» **Dataset content**
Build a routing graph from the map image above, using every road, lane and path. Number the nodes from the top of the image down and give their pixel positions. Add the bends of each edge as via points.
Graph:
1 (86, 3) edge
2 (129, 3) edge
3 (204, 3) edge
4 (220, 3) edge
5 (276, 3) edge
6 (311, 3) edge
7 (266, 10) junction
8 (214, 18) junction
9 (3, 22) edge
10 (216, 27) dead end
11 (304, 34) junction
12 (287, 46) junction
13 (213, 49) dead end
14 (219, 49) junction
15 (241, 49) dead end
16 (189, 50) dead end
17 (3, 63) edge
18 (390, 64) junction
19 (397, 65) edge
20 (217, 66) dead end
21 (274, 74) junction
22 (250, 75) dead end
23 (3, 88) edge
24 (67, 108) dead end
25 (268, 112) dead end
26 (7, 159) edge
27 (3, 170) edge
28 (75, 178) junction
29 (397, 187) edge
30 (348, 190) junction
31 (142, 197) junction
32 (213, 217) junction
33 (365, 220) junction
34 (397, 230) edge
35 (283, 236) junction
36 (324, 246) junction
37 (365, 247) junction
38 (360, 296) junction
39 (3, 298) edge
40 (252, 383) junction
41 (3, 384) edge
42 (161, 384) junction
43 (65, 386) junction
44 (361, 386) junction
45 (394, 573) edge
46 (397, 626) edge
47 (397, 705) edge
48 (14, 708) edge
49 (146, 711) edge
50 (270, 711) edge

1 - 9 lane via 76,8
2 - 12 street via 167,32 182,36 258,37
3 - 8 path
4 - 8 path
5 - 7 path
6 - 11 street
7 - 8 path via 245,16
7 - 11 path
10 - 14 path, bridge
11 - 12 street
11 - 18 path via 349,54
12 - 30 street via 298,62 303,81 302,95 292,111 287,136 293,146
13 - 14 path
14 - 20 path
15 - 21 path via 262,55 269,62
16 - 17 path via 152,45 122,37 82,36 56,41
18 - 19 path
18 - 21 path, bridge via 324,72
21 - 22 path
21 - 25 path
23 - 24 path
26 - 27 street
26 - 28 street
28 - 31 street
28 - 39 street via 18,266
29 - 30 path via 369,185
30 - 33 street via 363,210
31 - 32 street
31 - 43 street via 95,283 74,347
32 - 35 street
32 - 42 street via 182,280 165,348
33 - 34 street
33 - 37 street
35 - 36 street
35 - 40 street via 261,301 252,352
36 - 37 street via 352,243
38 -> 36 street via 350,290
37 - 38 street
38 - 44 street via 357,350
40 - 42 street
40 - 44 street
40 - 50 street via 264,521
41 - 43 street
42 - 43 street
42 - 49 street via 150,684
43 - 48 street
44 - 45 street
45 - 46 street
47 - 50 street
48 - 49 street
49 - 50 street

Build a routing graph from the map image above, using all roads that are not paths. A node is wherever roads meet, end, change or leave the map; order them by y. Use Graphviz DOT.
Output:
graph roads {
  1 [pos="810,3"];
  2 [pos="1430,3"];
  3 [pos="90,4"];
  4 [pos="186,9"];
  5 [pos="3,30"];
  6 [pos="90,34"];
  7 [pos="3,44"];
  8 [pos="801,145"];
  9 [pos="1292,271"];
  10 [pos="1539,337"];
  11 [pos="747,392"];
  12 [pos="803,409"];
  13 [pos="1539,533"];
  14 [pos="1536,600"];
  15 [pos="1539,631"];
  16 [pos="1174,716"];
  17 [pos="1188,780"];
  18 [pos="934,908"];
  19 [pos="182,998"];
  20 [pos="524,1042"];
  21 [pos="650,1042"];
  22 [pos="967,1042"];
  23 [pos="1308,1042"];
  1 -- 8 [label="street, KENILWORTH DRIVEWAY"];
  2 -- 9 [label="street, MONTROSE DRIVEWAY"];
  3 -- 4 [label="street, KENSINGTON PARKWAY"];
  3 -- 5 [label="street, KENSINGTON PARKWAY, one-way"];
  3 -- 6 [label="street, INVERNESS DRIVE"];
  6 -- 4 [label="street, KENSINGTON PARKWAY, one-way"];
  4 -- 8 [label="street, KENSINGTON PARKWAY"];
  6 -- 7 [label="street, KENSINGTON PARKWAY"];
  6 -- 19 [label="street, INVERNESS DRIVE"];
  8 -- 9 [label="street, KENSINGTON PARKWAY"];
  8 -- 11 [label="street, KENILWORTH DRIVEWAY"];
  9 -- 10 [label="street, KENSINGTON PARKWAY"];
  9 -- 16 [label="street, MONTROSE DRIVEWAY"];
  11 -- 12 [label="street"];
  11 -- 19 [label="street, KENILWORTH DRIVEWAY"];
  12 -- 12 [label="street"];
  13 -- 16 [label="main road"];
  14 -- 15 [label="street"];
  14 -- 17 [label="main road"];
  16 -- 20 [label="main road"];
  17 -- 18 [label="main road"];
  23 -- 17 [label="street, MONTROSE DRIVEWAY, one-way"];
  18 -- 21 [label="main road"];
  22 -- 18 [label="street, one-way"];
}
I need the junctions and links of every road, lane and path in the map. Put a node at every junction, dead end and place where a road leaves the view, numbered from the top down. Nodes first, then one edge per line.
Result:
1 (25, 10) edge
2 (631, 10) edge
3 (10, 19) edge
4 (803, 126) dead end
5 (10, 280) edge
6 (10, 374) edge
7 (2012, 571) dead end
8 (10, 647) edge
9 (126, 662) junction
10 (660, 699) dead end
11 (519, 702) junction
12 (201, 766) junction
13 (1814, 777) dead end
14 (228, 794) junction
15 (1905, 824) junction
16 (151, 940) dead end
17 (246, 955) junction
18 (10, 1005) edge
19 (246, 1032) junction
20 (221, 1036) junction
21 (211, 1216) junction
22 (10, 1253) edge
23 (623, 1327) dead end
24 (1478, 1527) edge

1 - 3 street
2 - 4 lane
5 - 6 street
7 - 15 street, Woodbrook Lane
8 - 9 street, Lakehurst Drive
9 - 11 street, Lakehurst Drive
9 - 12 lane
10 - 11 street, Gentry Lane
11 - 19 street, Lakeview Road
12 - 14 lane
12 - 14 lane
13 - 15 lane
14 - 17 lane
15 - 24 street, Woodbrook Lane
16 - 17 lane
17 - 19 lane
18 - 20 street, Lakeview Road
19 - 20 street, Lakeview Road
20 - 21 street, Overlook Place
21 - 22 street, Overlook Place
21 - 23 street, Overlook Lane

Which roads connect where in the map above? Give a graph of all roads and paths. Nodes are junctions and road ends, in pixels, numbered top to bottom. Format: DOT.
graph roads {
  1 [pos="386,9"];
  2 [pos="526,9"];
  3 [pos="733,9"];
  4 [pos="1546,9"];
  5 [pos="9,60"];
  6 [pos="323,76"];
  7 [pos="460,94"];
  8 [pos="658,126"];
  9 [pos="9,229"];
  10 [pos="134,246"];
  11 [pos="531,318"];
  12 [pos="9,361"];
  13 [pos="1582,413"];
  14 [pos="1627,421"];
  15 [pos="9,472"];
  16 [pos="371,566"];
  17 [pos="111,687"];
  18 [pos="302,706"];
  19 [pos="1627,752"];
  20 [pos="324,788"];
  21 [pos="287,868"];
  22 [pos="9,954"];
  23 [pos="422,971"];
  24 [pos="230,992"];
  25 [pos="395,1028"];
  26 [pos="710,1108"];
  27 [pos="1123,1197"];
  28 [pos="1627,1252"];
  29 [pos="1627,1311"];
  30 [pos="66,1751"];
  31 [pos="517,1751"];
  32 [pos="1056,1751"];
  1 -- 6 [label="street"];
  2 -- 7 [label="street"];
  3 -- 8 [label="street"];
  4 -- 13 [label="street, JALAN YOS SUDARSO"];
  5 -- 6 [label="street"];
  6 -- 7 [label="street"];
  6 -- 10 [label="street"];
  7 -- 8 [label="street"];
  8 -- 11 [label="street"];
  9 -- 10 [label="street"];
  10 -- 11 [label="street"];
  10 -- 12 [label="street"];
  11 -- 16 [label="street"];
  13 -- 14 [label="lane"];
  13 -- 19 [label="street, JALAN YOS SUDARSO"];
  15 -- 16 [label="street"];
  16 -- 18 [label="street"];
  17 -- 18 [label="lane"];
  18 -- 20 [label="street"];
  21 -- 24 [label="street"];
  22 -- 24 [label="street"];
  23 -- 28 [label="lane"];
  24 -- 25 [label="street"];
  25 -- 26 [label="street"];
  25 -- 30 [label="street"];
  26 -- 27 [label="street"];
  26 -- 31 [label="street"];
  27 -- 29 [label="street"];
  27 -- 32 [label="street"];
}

» **Task requirements**
For every line of the records that has the word "Build" in it, make a copy.

» **Completed exercise**
Build a routing graph from the map image above, using every road, lane and path. Number the nodes from the top of the image down and give their pixel positions. Add the bends of each edge as via points.
Build a routing graph from the map image above, using all roads that are not paths. A node is wherever roads meet, end, change or leave the map; order them by y. Use Graphviz DOT.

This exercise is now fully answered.